Che cos’è un Manrico? Non è una domanda peregrina quella che si pone Antonio Morabito. Il regista de Il venditore di medicine (2013) aveva in precedenza realizzato un documentario atipico seguendo le giornate di Manrico Zedda, trentenne distrofico, che muove debolmente solo la testa e i pollici. Orfano di padre e madre, vive da solo con la nonna ormai incapace di provvedere alle sue esigenze, in totale dipendenza da operatori sociali e volontariato. Manrico è un ex giocatore della nazionale di hockey su sedia a rotelle, uno stonatissimo cantante, un assiduo frequentatore di social network ("Ho 32 profili Messenger, una quindicina di profili Facebook. Ho anche avuto una relazione virtuale per tre mesi con un uomo, lui era convinto che fossi una donna. Mi divertiva questa cosa, anche perché credo di avere una bisessualità latente. Ma soprattutto, se nelle chat dici di essere un uomo, per lo più sulla sedia a rotelle, è una tabula rasa...").

Manrico, insomma, è sarcastico, incisivo, provocatorio, sessuato, arrabbiato, ironico, sorridente, ridanciano. Ma Manrico non è solo questo. Morabito segue sette giornate normali per Manrico e il suo operatore, Stefano, trascorse nel cuore di Roma, d’estate, in sella ad una carrozzina a motore, a fare slalom tra le macchine, arrampicandosi per i marciapiedi ostruiti, facendo tappa nei bar di Borgo Pio, nei ristoranti cinesi, a piazza San Pietro, fra i suonatori di strada di Campo De’ Fiori, arginando in casa quel torrente in piena che è la nonna, andando a vedere una partita della sua squadra di hockey per la prima volta da spettatore, in mezzo a tanti altri Manrico. Ma Manrico non è solo questo.

Che cos’è un Manrico, dunque? E torniamo alla domanda originaria, che dà anche il titolo a questa opera meritatamente riscoperta da Istituto Luce-Cinecittà: sì, perché anche attraverso parecchie risate (grazie a situazioni tragicomiche, come le conseguenze di una "camminata" in carrozzella sui sampietrini di Roma...), Morabito non fa altro che svelare quanto quella domanda, in fondo, diventi (anti)retorica. Contro qualsiasi forma di "politically correct", cercando anzi di superare "le solite idee superficiali che accompagnano l'immagine del disabile nella mente dei cosiddetti sani", capiamo dalle parole dello stesso Manrico (purtroppo deceduto dopo la realizzazione del film) quanto "il pietismo sia alla base della discriminazione.
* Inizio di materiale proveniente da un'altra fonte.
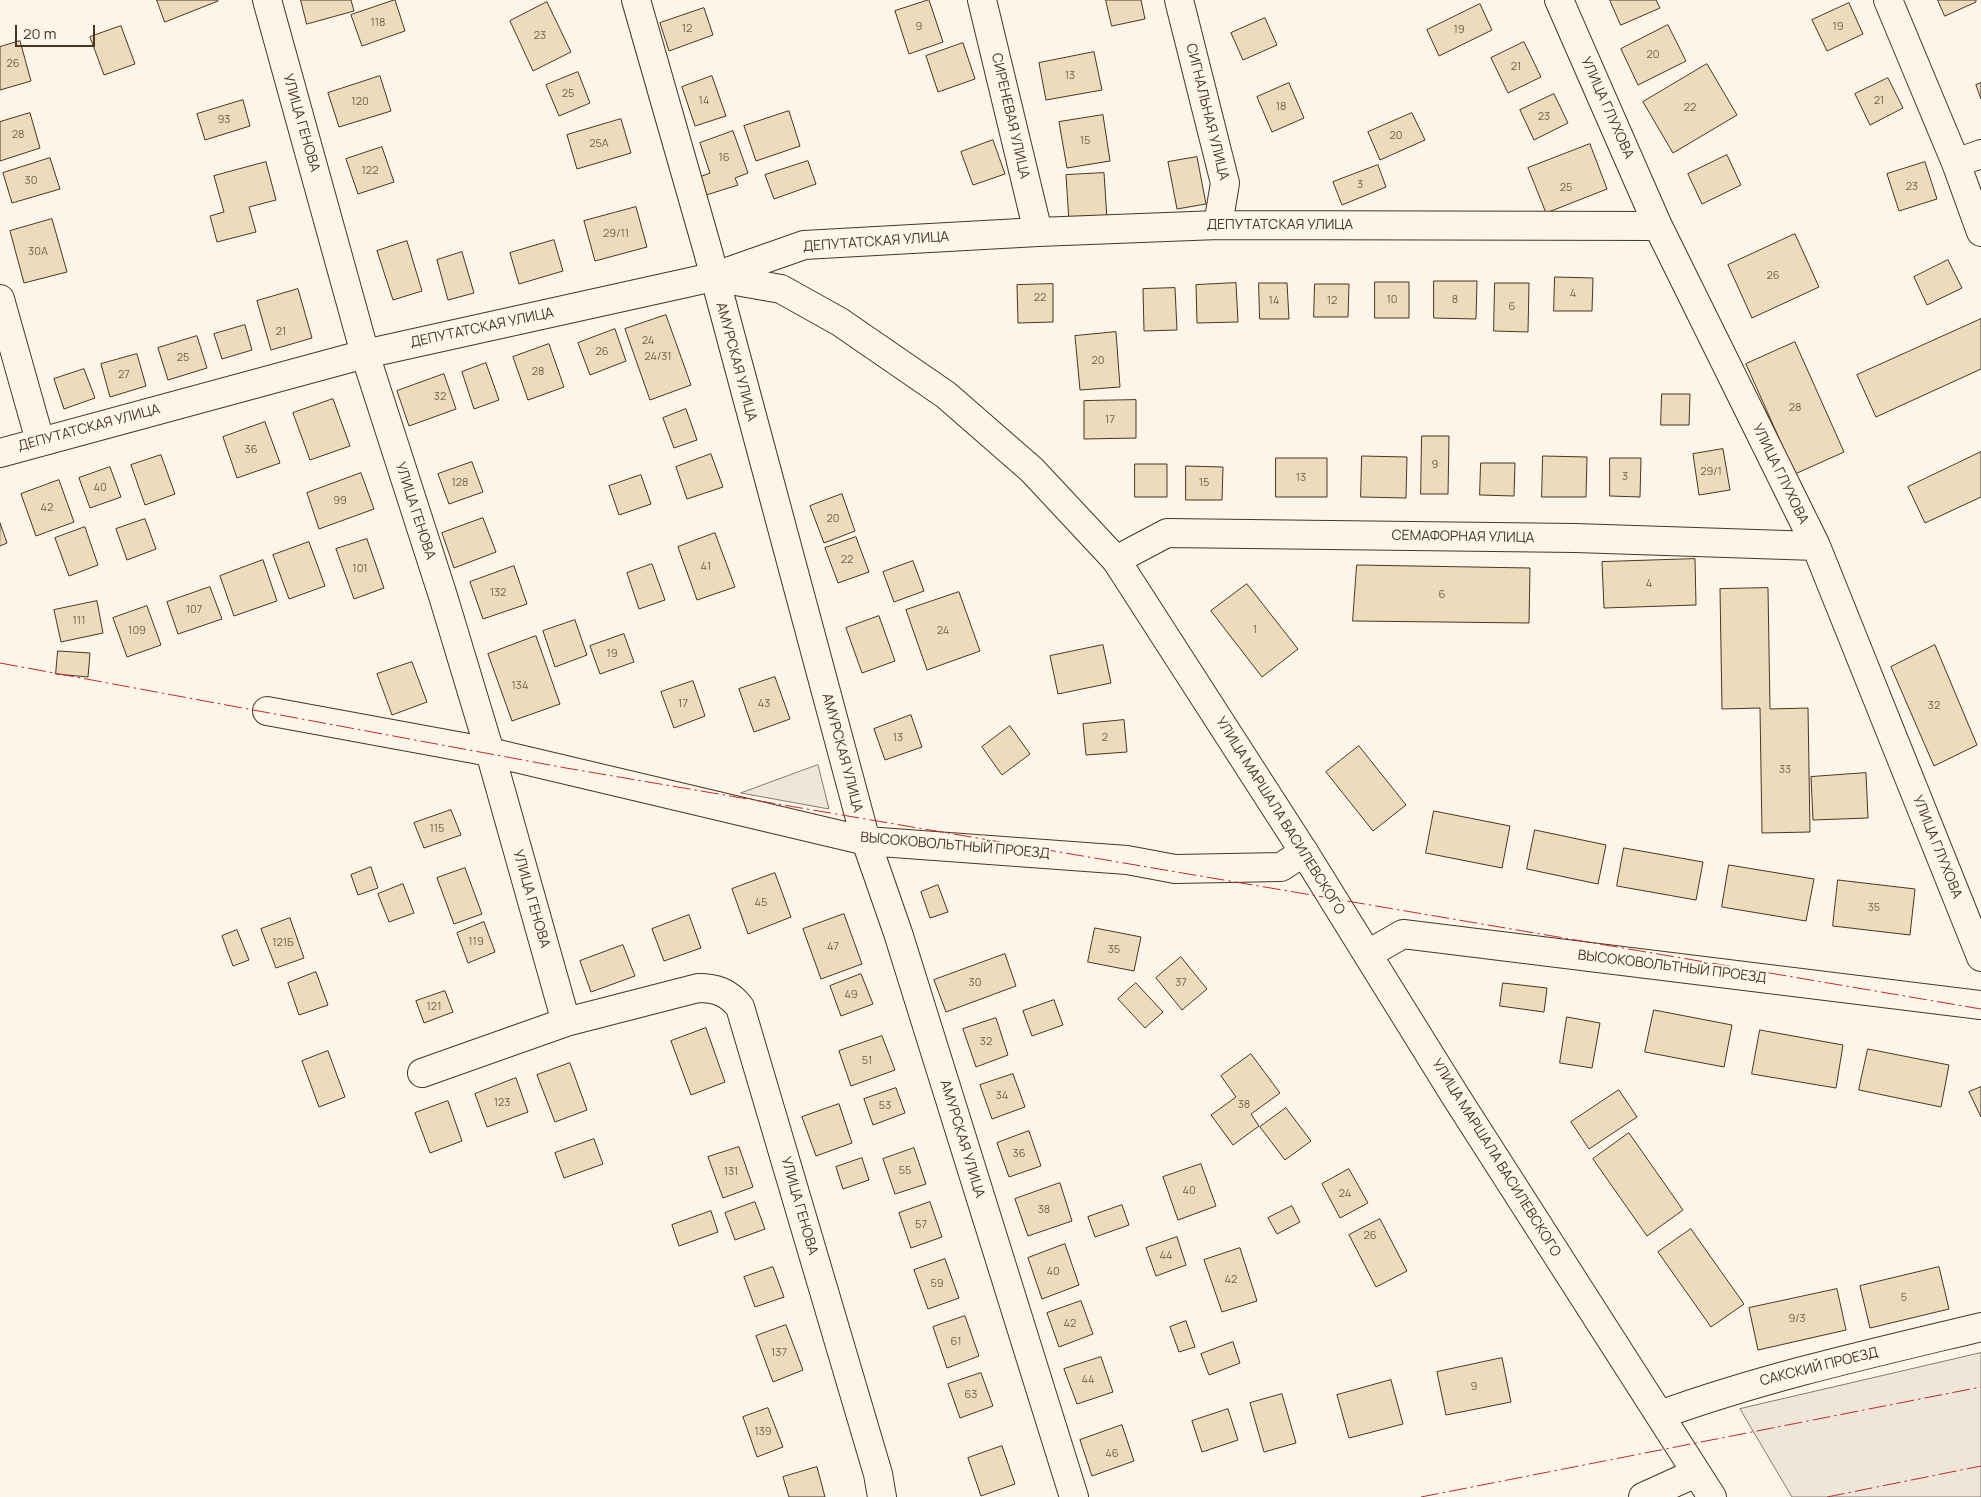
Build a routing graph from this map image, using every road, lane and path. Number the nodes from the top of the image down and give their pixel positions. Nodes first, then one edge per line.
1 (267, 0) edge
2 (636, 0) edge
3 (982, 0) edge
4 (1179, 0) edge
5 (1559, 0) edge
6 (1888, 0) edge
7 (1981, 154) edge
8 (1956, 164) junction
9 (1218, 225) junction
10 (1658, 226) junction
11 (1038, 232) junction
12 (1981, 232) edge
13 (713, 277) junction
14 (0, 298) edge
15 (365, 354) junction
16 (40, 442) junction
17 (0, 453) edge
18 (1816, 546) junction
19 (1116, 560) junction
20 (267, 711) dead end
21 (490, 752) junction
22 (866, 841) junction
23 (1304, 852) junction
24 (1368, 954) junction
25 (1981, 957) edge
26 (1981, 1005) edge
27 (566, 1022) junction
28 (422, 1073) dead end
29 (1981, 1327) edge
30 (1660, 1415) junction
31 (1696, 1473) junction
32 (882, 1497) edge
33 (1074, 1497) edge
34 (1643, 1497) edge
35 (1712, 1497) edge

1 - 15 street, УЛИЦА ГЕНОВА
2 - 13 street, АМУРСКАЯ УЛИЦА
3 - 11 street, СИРЕНЕВАЯ УЛИЦА
4 - 9 street, СИГНАЛЬНАЯ УЛИЦА
5 - 10 street, УЛИЦА ГЛУХОВА
6 - 8 street
7 - 8 street
8 - 12 street
9 - 10 street, ДЕПУТАТСКАЯ УЛИЦА
9 - 11 street, ДЕПУТАТСКАЯ УЛИЦА
10 - 18 street, УЛИЦА ГЛУХОВА
11 - 13 street, ДЕПУТАТСКАЯ УЛИЦА
13 - 15 street, ДЕПУТАТСКАЯ УЛИЦА
13 - 19 street, УЛИЦА МАРШАЛА ВАСИЛЕВСКОГО
13 - 22 street, АМУРСКАЯ УЛИЦА
14 - 16 street
15 - 16 street, ДЕПУТАТСКАЯ УЛИЦА
15 - 21 street, УЛИЦА ГЕНОВА
16 - 17 street, ДЕПУТАТСКАЯ УЛИЦА
18 - 19 street, СЕМАФОРНАЯ УЛИЦА
18 - 25 street, УЛИЦА ГЛУХОВА
19 - 23 street, УЛИЦА МАРШАЛА ВАСИЛЕВСКОГО
20 - 21 street, ВЫСОКОВОЛЬТНЫЙ ПРОЕЗД
21 - 22 street, ВЫСОКОВОЛЬТНЫЙ ПРОЕЗД
21 - 27 street, УЛИЦА ГЕНОВА
22 - 23 street, ВЫСОКОВОЛЬТНЫЙ ПРОЕЗД
22 - 33 street, АМУРСКАЯ УЛИЦА
23 - 24 street, УЛИЦА МАРШАЛА ВАСИЛЕВСКОГО
24 - 26 street, ВЫСОКОВОЛЬТНЫЙ ПРОЕЗД
24 - 30 street, УЛИЦА МАРШАЛА ВАСИЛЕВСКОГО
27 - 28 street, УЛИЦА ГЕНОВА
27 - 32 street, УЛИЦА ГЕНОВА
29 - 30 street, САКСКИЙ ПРОЕЗД
30 - 31 street, УЛИЦА МАРШАЛА ВАСИЛЕВСКОГО
31 - 34 street
31 - 35 street, УЛИЦА МАРШАЛА ВАСИЛЕВСКОГО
Di qualsiasi discriminazione: se provi pietà per una persona finisci per sentirti a lei superiore. E sentirsi superiori è segno di arroganza".
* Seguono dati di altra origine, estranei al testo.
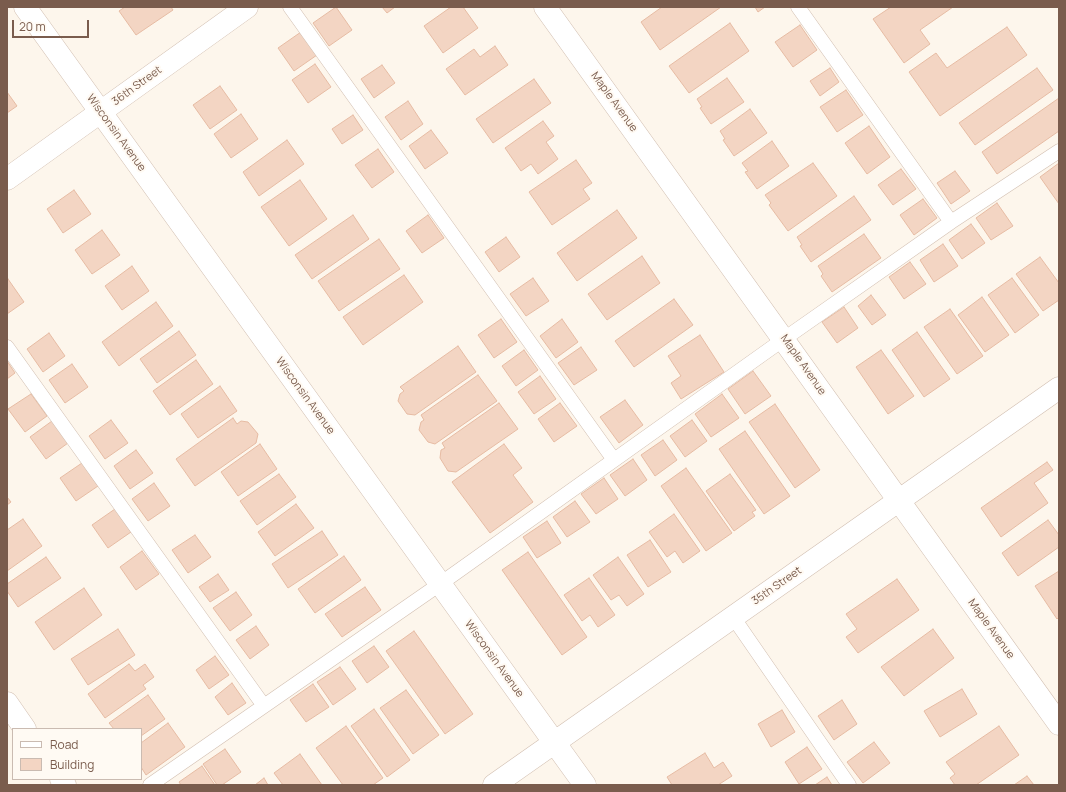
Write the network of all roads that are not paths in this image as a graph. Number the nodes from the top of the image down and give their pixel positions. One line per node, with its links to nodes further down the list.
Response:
1 (25, 7): 6 (street, Wisconsin Avenue)
2 (247, 7): 6 (street, 36th Street)
3 (290, 7): 13 (lane)
4 (545, 7): 10 (street, Maple Avenue)
5 (798, 7): 9 (lane)
6 (101, 112): 8 (street, 36th Street); 15 (street, Wisconsin Avenue)
7 (1059, 151): 9 (lane)
8 (7, 179)
9 (951, 222): 10 (lane)
10 (784, 339): 13 (lane); 14 (street, Maple Avenue)
11 (7, 347): 18 (lane)
12 (1059, 388): 14 (street, 35th Street)
13 (614, 460): 15 (lane)
14 (898, 501): 16 (street, 35th Street); 19 (street, Maple Avenue)
15 (440, 584): 18 (lane); 21 (street, Wisconsin Avenue)
16 (733, 617): 21 (street, 35th Street); 25 (lane)
17 (7, 704): 20 (street)
18 (264, 706): 22 (lane)
19 (1059, 724)
20 (24, 728)
21 (554, 743): 23 (street, 35th Street); 24 (street, Wisconsin Avenue)
22 (150, 785)
23 (494, 785)
24 (585, 785)
25 (849, 785)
Poi, certo, è innegabile, Manrico è "diverso" dalle persone in salute perché non ha la libertà di poter fare molte di quelle cose che i "normodotati" riescono a fare da soli, come mangiare, lavarsi, prendere l'ascensore e via dicendo. Ma non per questo ha smesso di affrontare l'esistenza con forza e vitalità, trovando nell'interazione con gli altri il senso più profondo della vita: "Nel momento in cui non riesci più a comunicare con gli altri, che sei rinchiuso in un corpo, sarebbe ancora vita? Interagire con gli altri per me è fondamentale, se non potessi più parlare che vita sarebbe?", si chiede Manrico. Di fatto, spiegando con semplice lucidità quello che Morabito ha trovato in lui: "Nell’arco di questi mesi ho visto quanto Manrico sia fatto della stessa materia di cui sono fatto io. Per ogni elemento di diversità dovuto alla malattia, ce ne sono mille di affini dovuti all’esistenza".